Northern Ireland

MoT changes come into force in Northern Ireland

MOT test
Image caption MoT tests will feature 22 new tests from Tuesday 1 May

A number of changes to the Ministry of Transport (MoT) test have come into force in Northern Ireland on Tuesday.

Under the new rules, more than 20 extra checks will be carried out on vehicles.

The checks relate mostly to electronic warning systems, including headlamp and airbags indicators, tyre pressure and power steering monitoring systems.

The changes will only apply to cars, buses, light goods vehicles, heavy goods vehicles and trailers which already have the safety systems fitted.


Bernard McClure, director of vehicle policy at the Driver Vehicle Agency, said then new test was "catching up with existing technology in vehicle safety".

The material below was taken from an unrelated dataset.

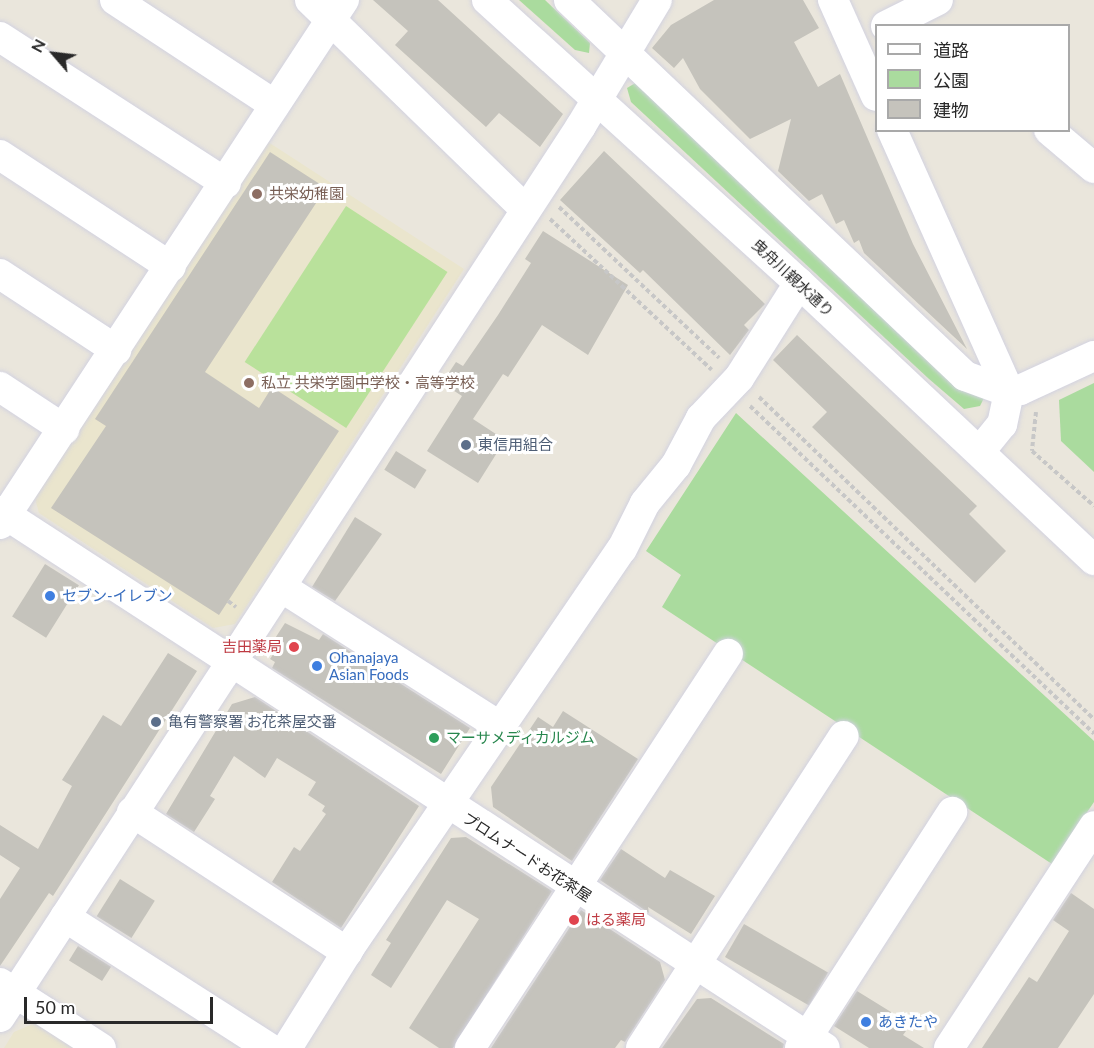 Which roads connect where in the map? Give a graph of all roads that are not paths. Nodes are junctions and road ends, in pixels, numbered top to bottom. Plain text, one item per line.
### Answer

He told BBC Radio Ulster: "If a warning light is on in a vehicle, then it's telling the driver there's something wrong. So if an airbag warning light is on, you run the risk that the airbag could deploy whenever the vehicle is driving.

"And also, the bigger risk is that, if you're in an accident, your airbag may not deploy whenever you most need it."

However, Gabriel Glendinning from GMC Motorworks in Ballykinler, County Down, said garages would require more sophisticated technology to carry out the new checks and the costs would have to be passed on to customers.

"It seems that every time, it's always going to be the motorist that gets hammered," he said.

But Mr McClure said diagnostic equipment was needed to maintain all modern vehicles and argued that garages should already have the new technology in place.

"We are not trying to catch anybody," he told the Talkback programme.

"We want to make sure that the motorist on the road is safe and driving a vehicle that is safe," Mr McClure said.


Since 1996, all cars and motorcycles in Northern Ireland that are four years old or over must undergo the annual safety test.

The new checks were carried out on an advisory basis in Northern Ireland from 1 February to 30 April 2012.

This meant that motorists were advised if their vehicle did not meet the new standards, but they did not fail on that basis.

The Department of the Environment (DOE) said the new checks would not apply to every vehicle as, depending on age and type, they would not necessarily have the systems fitted.